Each year in the UK, more than 500,000 people start a business of their own. Some survive, many don't but starting a business can provide you with a more rewarding life, but requires careful planning in order to succeed.  

There are many reasons why you want your own business, it may be a great idea that no-one else has thought of but for most it’s the chance to earn more money or to be your own boss. You may want a better work-life balance with greater flexibility or perhaps you have the impetus of having lost your job.  

Whatever the reason you'll need a good business plan. You'll also need a brand, a name and competitor knowledge. You'll need to understand your costs before you get going, and be able to manage your finances once you've started your business.  

When you're starting your business, take care of the key start-up tasks properly, and in the right sequence, and you’ll increase your chances of success and get off to a great start.  

1. Should I trade as a sole trader, a partnership or a limited company?  
There are pros and cons, as you would expect, to each – so it’s really a case of discussing these and your personal circumstances and finding the solution that is best for you. 

2. Should I be VAT registered?  
At present the VAT threshold is £82,000. This means if your turnover (i.e. sales or income) reaches that figure then you have to register but there are circumstances when you could benefit from a voluntary registration. Your accountant will help you decide when you need to register or if it’s beneficial for you to register voluntarily for VAT.  

3. What records do I need to keep?  
You need to know which records you have to keep and more importantly which expenses are tax deductible. And, if you’re starting a business there are some expenses, incurred whilst the business is being set up, that can also be deductible.  Discussing this with your accountant can save you time and money and as someone once said the easiest way to increase your profits is to pay less tax.  

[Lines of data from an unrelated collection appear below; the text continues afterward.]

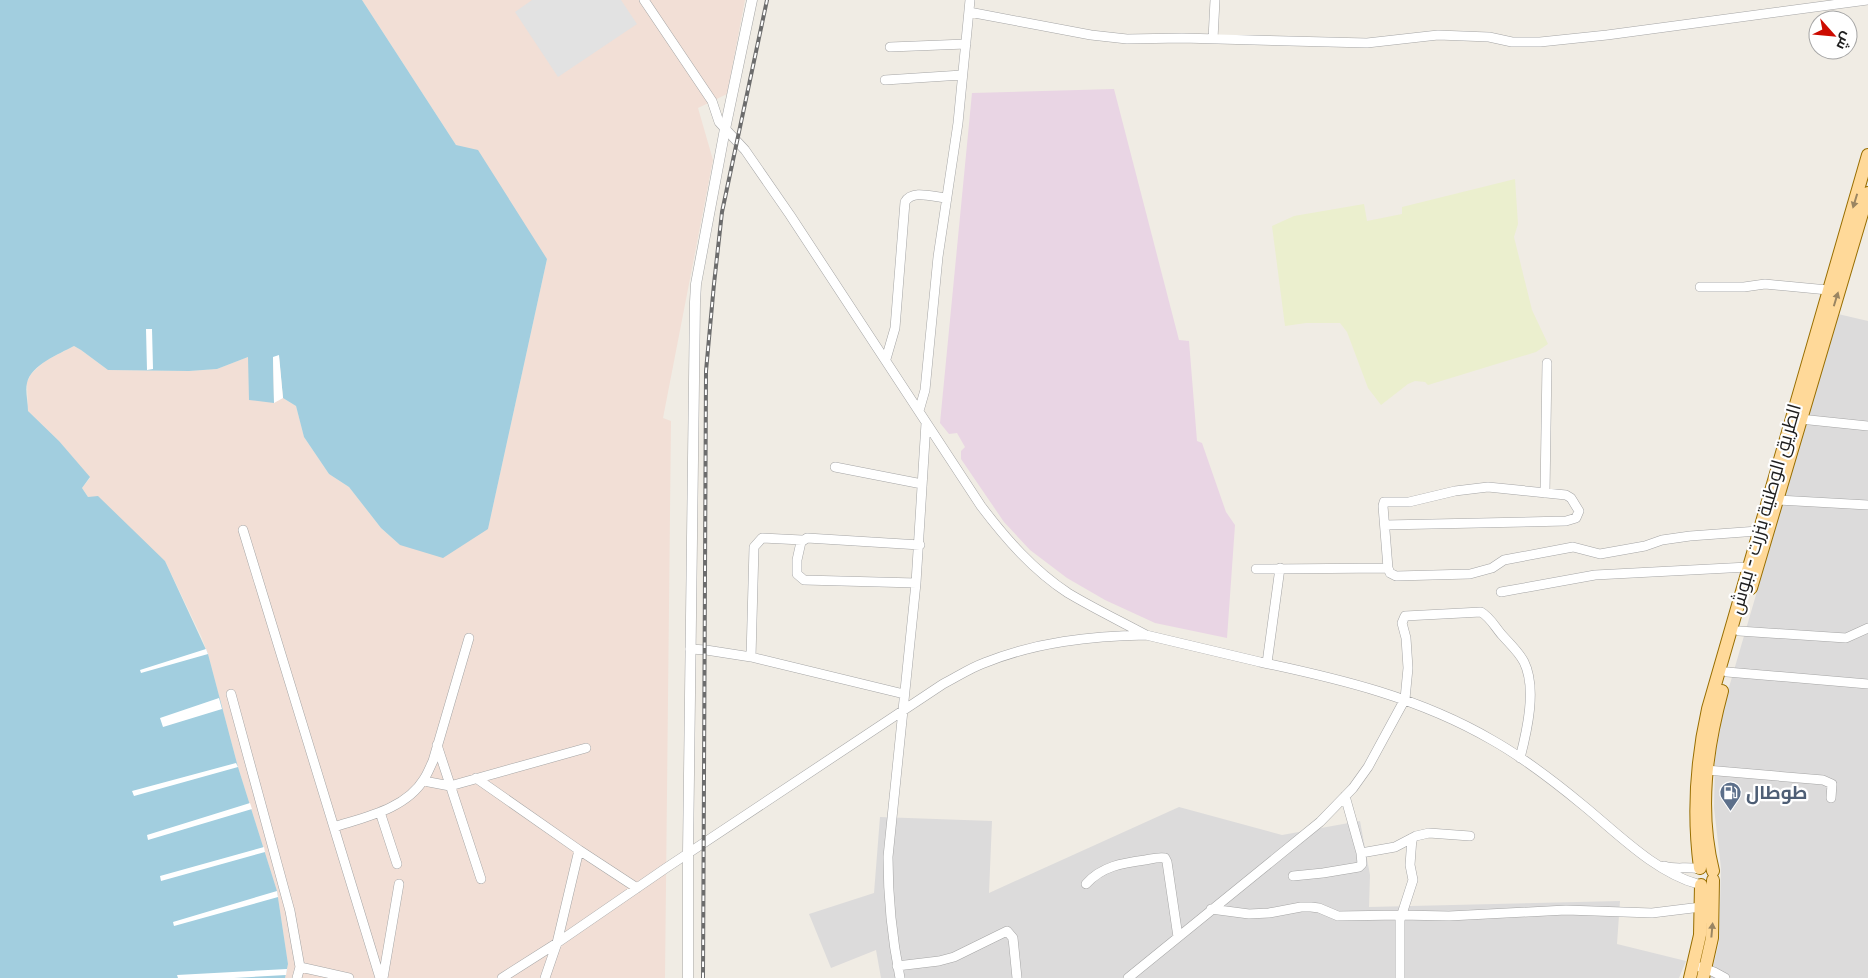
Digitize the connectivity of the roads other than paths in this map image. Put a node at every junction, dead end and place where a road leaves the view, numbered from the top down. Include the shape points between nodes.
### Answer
1 (644, 0) edge
2 (752, 0) edge
3 (970, 0) edge
4 (1215, 0) edge
5 (1868, 0) edge
6 (969, 12) junction
7 (1213, 39) junction
8 (966, 44) junction
9 (890, 47) dead end
10 (962, 75) junction
11 (885, 80) dead end
12 (725, 129) junction
13 (1868, 155) edge
14 (1868, 193) edge
15 (946, 198) junction
16 (1700, 287) dead end
17 (1828, 290) junction
18 (886, 359) junction
19 (1547, 363) dead end
20 (918, 411) junction
21 (1800, 420) junction
22 (926, 424) junction
23 (1868, 426) edge
24 (835, 467) dead end
25 (922, 484) junction
26 (1545, 493) junction
27 (1777, 500) junction
28 (1868, 505) edge
29 (1385, 525) junction
30 (243, 530) dead end
31 (1758, 531) junction
32 (802, 540) junction
33 (920, 545) junction
34 (1748, 567) junction
35 (1280, 568) junction
36 (1388, 568) junction
37 (1256, 569) dead end
38 (916, 583) junction
39 (1501, 592) dead end
40 (1868, 628) edge
41 (1739, 631) junction
42 (1146, 635) junction
43 (470, 638) dead end
44 (690, 649) junction
45 (751, 657) junction
46 (1267, 663) junction
47 (1727, 672) junction
48 (1868, 684) edge
49 (231, 694) dead end
50 (904, 694) junction
51 (1405, 699) junction
52 (902, 711) junction
53 (437, 745) junction
54 (586, 748) dead end
55 (1520, 758) junction
56 (1706, 770) junction
57 (476, 778) junction
58 (424, 780) junction
59 (450, 786) junction
60 (1345, 796) junction
61 (1831, 798) dead end
62 (380, 812) junction
63 (334, 826) junction
64 (1470, 836) dead end
65 (1412, 838) junction
66 (579, 850) junction
67 (688, 853) junction
68 (1361, 853) junction
69 (397, 864) dead end
70 (1656, 864) junction
71 (1699, 868) junction
72 (1293, 876) dead end
73 (1713, 876) junction
74 (482, 880) dead end
75 (400, 884) dead end
76 (1086, 884) dead end
77 (1700, 884) junction
78 (637, 888) junction
79 (1701, 907) junction
80 (1211, 909) junction
81 (1400, 915) junction
82 (1178, 937) junction
83 (557, 943) junction
84 (897, 966) junction
85 (300, 968) junction
86 (1698, 972) edge
87 (1141, 973) edge
88 (297, 978) edge
89 (349, 978) edge
90 (381, 978) edge
91 (502, 978) edge
92 (545, 978) edge
93 (688, 978) edge
94 (900, 978) edge
95 (1018, 978) edge
96 (1128, 978) edge
97 (1400, 978) edge
98 (1725, 978) edge

1 - 12 street via 712,101
2 - 12 street
3 - 6 street
4 - 7 street
5 - 7 street via 1607,36 1540,42 1438,34 1367,43
6 - 7 street via 1127,39
6 - 8 street
8 - 9 street
8 - 10 street
10 - 11 street
10 - 15 street
12 - 18 street via 745,150
12 - 44 street via 696,284
13 -> 17 main road, الطريق الوطنية بنزرت - ببوش
21 -> 14 main road, الطريق الوطنية بنزرت - ببوش
15 - 18 street via 917,195 905,202 895,328
15 - 20 street via 925,390
16 - 17 street via 1765,284
17 - 31 main road, الطريق الوطنية بنزرت - ببوش
18 - 20 street
19 - 26 street
20 - 22 street
21 - 23 street
21 - 27 main road, الطريق الوطنية بنزرت - ببوش
22 - 25 street
22 - 42 street via 981,506 1019,552 1067,592
24 - 25 street
25 - 33 street
26 - 29 street via 1488,487 1408,502 1384,502
26 - 29 street via 1571,498 1578,506 1578,516 1566,521
27 - 28 street
27 - 41 main road, الطريق الوطنية بنزرت - ببوش
29 - 36 street
30 - 63 street
31 - 34 main road, الطريق الوطنية بنزرت - ببوش
31 - 36 street via 1662,540 1600,554 1573,547 1504,560 1492,568 1470,574 1396,576
32 - 33 street via 817,538
32 - 38 street via 797,560 797,574 802,579
32 - 45 street via 762,538 754,547
33 - 38 street
34 - 39 street via 1596,575
34 - 71 main road, الطريق الوطنية بنزرت - ببوش via 1703,731 1696,799
35 - 36 street
35 - 37 street
35 - 46 street
38 - 50 street
40 - 41 street via 1846,638
41 - 47 main road, الطريق الوطنية بنزرت - ببوش
42 - 46 street
42 - 52 street via 1062,641 1009,653 943,684
43 - 53 street
44 - 45 street
44 - 67 street
45 - 50 street
46 - 51 street
47 - 48 street
47 - 56 main road, الطريق الوطنية بنزرت - ببوش
49 - 85 street via 290,911
50 - 52 street
51 - 55 street via 1464,724
51 - 55 street via 1408,668 1402,628 1404,617 1481,612 1523,661 1528,672 1527,732
51 - 60 street via 1368,767
52 - 67 street
52 - 84 street via 888,857 888,894
53 - 58 street
53 - 59 street
54 - 57 street
55 - 70 street
56 - 61 street via 1824,780 1832,784
56 - 73 main road, الطريق الوطنية بنزرت - ببوش via 1706,828
57 - 59 street
57 - 66 street
58 - 59 street
58 - 62 street via 397,804
59 - 74 street
60 - 68 street
60 - 80 street via 1320,822
62 - 63 street
62 - 69 street
63 - 90 street
64 - 65 street via 1433,832
65 - 68 street via 1388,848
65 - 81 street via 1410,868 1413,880
66 - 78 street
66 - 83 street
67 - 78 street
67 - 93 street
68 - 72 street via 1359,867
70 - 71 street via 1672,869
70 - 77 street via 1679,878
71 - 73 main road via 1708,867
71 - 77 main road via 1695,878
73 - 77 main road via 1708,885
86 -> 73 main road, الطريق الوطنية بنزرت - ببوش via 1712,938
75 - 90 street
76 - 82 street via 1108,868 1165,858
77 - 79 main road
78 - 83 street
79 - 81 street via 1652,913 1566,910 1476,916
79 - 86 main road
80 - 81 street via 1269,914 1311,907 1338,916
80 - 82 street
81 - 97 street
82 - 87 street
83 - 91 street
83 - 92 street
84 - 94 street
84 - 95 street via 954,957 1007,931 1014,938
85 - 88 street
85 - 89 street
86 - 98 street
87 - 96 street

4. When do I have to get my various returns to HMRC?  
It depends on which route you choose – sole trader, partnership or limited company – and whether you’re registered for VAT because the forms and returns and the due dates vary considerably. This is, of course, something your accountant will do for you and make sure you have no problems with HMRC  

5. How can an accountant help me?  
There is an old joke ‘how many kinds of accountant are there?’ Answer – ‘three, those who can count and those who can’t.’  Well in fact there are two kinds, those whom you see once a year and who produce a set of accounts and those who offer a more comprehensive package, a port-of-call for whenever you have a query or want some help or advice on something, and who makes sure that whatever forms or returns you need are produced accurately and on time and who can give you on-going assistance to make sure you pay only as much in taxation as is necessary.  

The first thing you need to consider when going through your list of potential accountants is whether or not any of them have some degree of familiarity with your business sector.  Also, look at the size of the firm. A small to medium-sized business accountant will specialise more in the kind of accounts issues common to smaller firms. They are also likely to charge less than a larger firm and give more direct access to more experienced partner.  Make arrangements to visit several firms in person to meet the people you will be working with and to make comparisons. A lot comes down to personal chemistry, and your accountant needs to be able to get into your business and show an interest in it as well as just doing your accounts if they are to advise you properly on the business. Equally a good accountant should want to make an appointment to come and see your business as a good understanding of the business is essential.  You’re likely to be working closely with your accountant and if you don’t get on at a basic level, your professional relationship may be more difficult than it needs to be. 

Ask if you can speak to other clients. This is like asking for references and will be a real test of the calibre of the firm. If they are confident that their service has impressed, they shouldn’t have a problem referring you to a few people.